'''

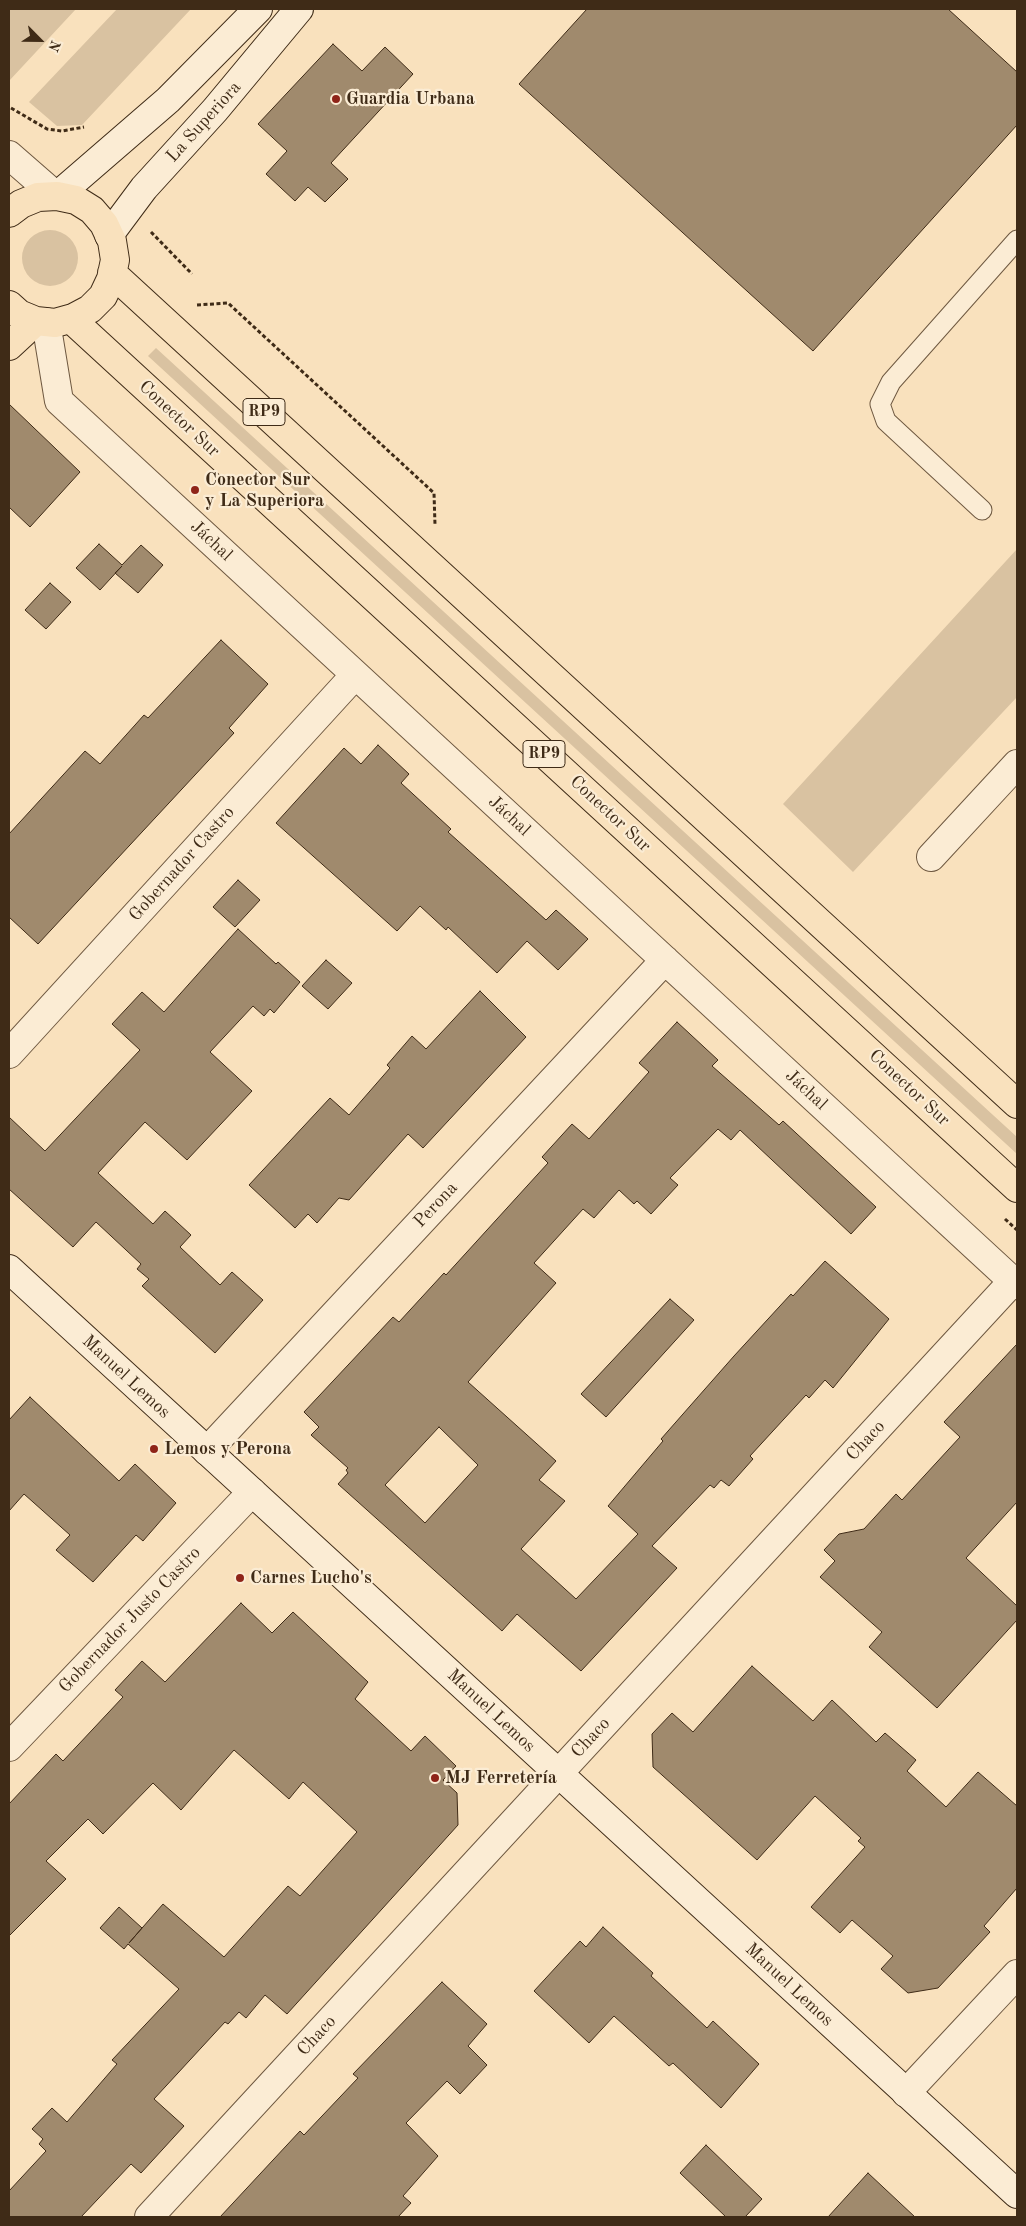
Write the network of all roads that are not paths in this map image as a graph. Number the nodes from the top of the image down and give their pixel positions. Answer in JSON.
{"nodes":[{"id":1,"x":258,"y":9,"type":"edge"},
{"id":2,"x":299,"y":9,"type":"edge"},
{"id":3,"x":9,"y":155,"type":"edge"},
{"id":4,"x":56,"y":196,"type":"junction"},
{"id":5,"x":9,"y":213,"type":"edge"},
{"id":6,"x":110,"y":235,"type":"junction"},
{"id":7,"x":1017,"y":240,"type":"edge"},
{"id":8,"x":112,"y":273,"type":"junction"},
{"id":9,"x":9,"y":305,"type":"edge"},
{"id":10,"x":51,"y":321,"type":"junction"},
{"id":11,"x":9,"y":346,"type":"edge"},
{"id":12,"x":982,"y":510,"type":"dead end"},
{"id":13,"x":356,"y":674,"type":"junction"},
{"id":14,"x":1017,"y":764,"type":"edge"},
{"id":15,"x":931,"y":857,"type":"dead end"},
{"id":16,"x":665,"y":960,"type":"junction"},
{"id":17,"x":9,"y":1054,"type":"edge"},
{"id":18,"x":1017,"y":1104,"type":"edge"},
{"id":19,"x":1017,"y":1188,"type":"edge"},
{"id":20,"x":9,"y":1269,"type":"edge"},
{"id":21,"x":1015,"y":1283,"type":"edge"},
{"id":22,"x":207,"y":1451,"type":"junction"},
{"id":23,"x":252,"y":1492,"type":"junction"},
{"id":24,"x":9,"y":1747,"type":"edge"},
{"id":25,"x":559,"y":1774,"type":"junction"},
{"id":26,"x":1017,"y":1974,"type":"edge"},
{"id":27,"x":906,"y":2093,"type":"junction"},
{"id":28,"x":1017,"y":2194,"type":"edge"},
{"id":29,"x":149,"y":2217,"type":"edge"}],
"edges":[{"from":1,"to":4,"type":"street"},
{"from":2,"to":6,"type":"street","name":"La Superiora"},
{"from":3,"to":4,"type":"street"},
{"from":4,"to":5,"type":"main road"},
{"from":4,"to":6,"type":"main road"},
{"from":6,"to":8,"type":"main road"},
{"from":7,"to":12,"type":"lane"},
{"from":8,"to":10,"type":"main road"},
{"from":8,"to":18,"type":"main road","number":"RP9"},
{"from":9,"to":10,"type":"main road","name":"Conector Sur"},
{"from":10,"to":11,"type":"main road"},
{"from":10,"to":13,"type":"street","name":"Jáchal"},
{"from":10,"to":19,"type":"main road","name":"Conector Sur","number":"RP9"},
{"from":13,"to":16,"type":"street","name":"Jáchal"},
{"from":13,"to":17,"type":"street","name":"Gobernador Castro"},
{"from":14,"to":15,"type":"street"},
{"from":16,"to":21,"type":"street","name":"Jáchal"},
{"from":16,"to":22,"type":"street","name":"Perona"},
{"from":20,"to":22,"type":"street","name":"Manuel Lemos"},
{"from":21,"to":25,"type":"street","name":"Chaco"},
{"from":22,"to":23,"type":"street","name":"Manuel Lemos"},
{"from":23,"to":24,"type":"street","name":"Gobernador Justo Castro"},
{"from":23,"to":25,"type":"street","name":"Manuel Lemos"},
{"from":25,"to":27,"type":"street","name":"Manuel Lemos"},
{"from":25,"to":29,"type":"street","name":"Chaco"},
{"from":26,"to":27,"type":"street"},
{"from":27,"to":28,"type":"street","name":"Manuel Lemos"}]}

'''

Your objective ::
Reproduce the listing verbatim, and keep the pictures out of the copy.

Written reply ::
Write the network of all roads that are not paths in this map image as a graph. Number the nodes from the top of the image down and give their pixel positions. Answer in JSON.
{"nodes":[{"id":1,"x":258,"y":9,"type":"edge"},
{"id":2,"x":299,"y":9,"type":"edge"},
{"id":3,"x":9,"y":155,"type":"edge"},
{"id":4,"x":56,"y":196,"type":"junction"},
{"id":5,"x":9,"y":213,"type":"edge"},
{"id":6,"x":110,"y":235,"type":"junction"},
{"id":7,"x":1017,"y":240,"type":"edge"},
{"id":8,"x":112,"y":273,"type":"junction"},
{"id":9,"x":9,"y":305,"type":"edge"},
{"id":10,"x":51,"y":321,"type":"junction"},
{"id":11,"x":9,"y":346,"type":"edge"},
{"id":12,"x":982,"y":510,"type":"dead end"},
{"id":13,"x":356,"y":674,"type":"junction"},
{"id":14,"x":1017,"y":764,"type":"edge"},
{"id":15,"x":931,"y":857,"type":"dead end"},
{"id":16,"x":665,"y":960,"type":"junction"},
{"id":17,"x":9,"y":1054,"type":"edge"},
{"id":18,"x":1017,"y":1104,"type":"edge"},
{"id":19,"x":1017,"y":1188,"type":"edge"},
{"id":20,"x":9,"y":1269,"type":"edge"},
{"id":21,"x":1015,"y":1283,"type":"edge"},
{"id":22,"x":207,"y":1451,"type":"junction"},
{"id":23,"x":252,"y":1492,"type":"junction"},
{"id":24,"x":9,"y":1747,"type":"edge"},
{"id":25,"x":559,"y":1774,"type":"junction"},
{"id":26,"x":1017,"y":1974,"type":"edge"},
{"id":27,"x":906,"y":2093,"type":"junction"},
{"id":28,"x":1017,"y":2194,"type":"edge"},
{"id":29,"x":149,"y":2217,"type":"edge"}],
"edges":[{"from":1,"to":4,"type":"street"},
{"from":2,"to":6,"type":"street","name":"La Superiora"},
{"from":3,"to":4,"type":"street"},
{"from":4,"to":5,"type":"main road"},
{"from":4,"to":6,"type":"main road"},
{"from":6,"to":8,"type":"main road"},
{"from":7,"to":12,"type":"lane"},
{"from":8,"to":10,"type":"main road"},
{"from":8,"to":18,"type":"main road","number":"RP9"},
{"from":9,"to":10,"type":"main road","name":"Conector Sur"},
{"from":10,"to":11,"type":"main road"},
{"from":10,"to":13,"type":"street","name":"Jáchal"},
{"from":10,"to":19,"type":"main road","name":"Conector Sur","number":"RP9"},
{"from":13,"to":16,"type":"street","name":"Jáchal"},
{"from":13,"to":17,"type":"street","name":"Gobernador Castro"},
{"from":14,"to":15,"type":"street"},
{"from":16,"to":21,"type":"street","name":"Jáchal"},
{"from":16,"to":22,"type":"street","name":"Perona"},
{"from":20,"to":22,"type":"street","name":"Manuel Lemos"},
{"from":21,"to":25,"type":"street","name":"Chaco"},
{"from":22,"to":23,"type":"street","name":"Manuel Lemos"},
{"from":23,"to":24,"type":"street","name":"Gobernador Justo Castro"},
{"from":23,"to":25,"type":"street","name":"Manuel Lemos"},
{"from":25,"to":27,"type":"street","name":"Manuel Lemos"},
{"from":25,"to":29,"type":"street","name":"Chaco"},
{"from":26,"to":27,"type":"street"},
{"from":27,"to":28,"type":"street","name":"Manuel Lemos"}]}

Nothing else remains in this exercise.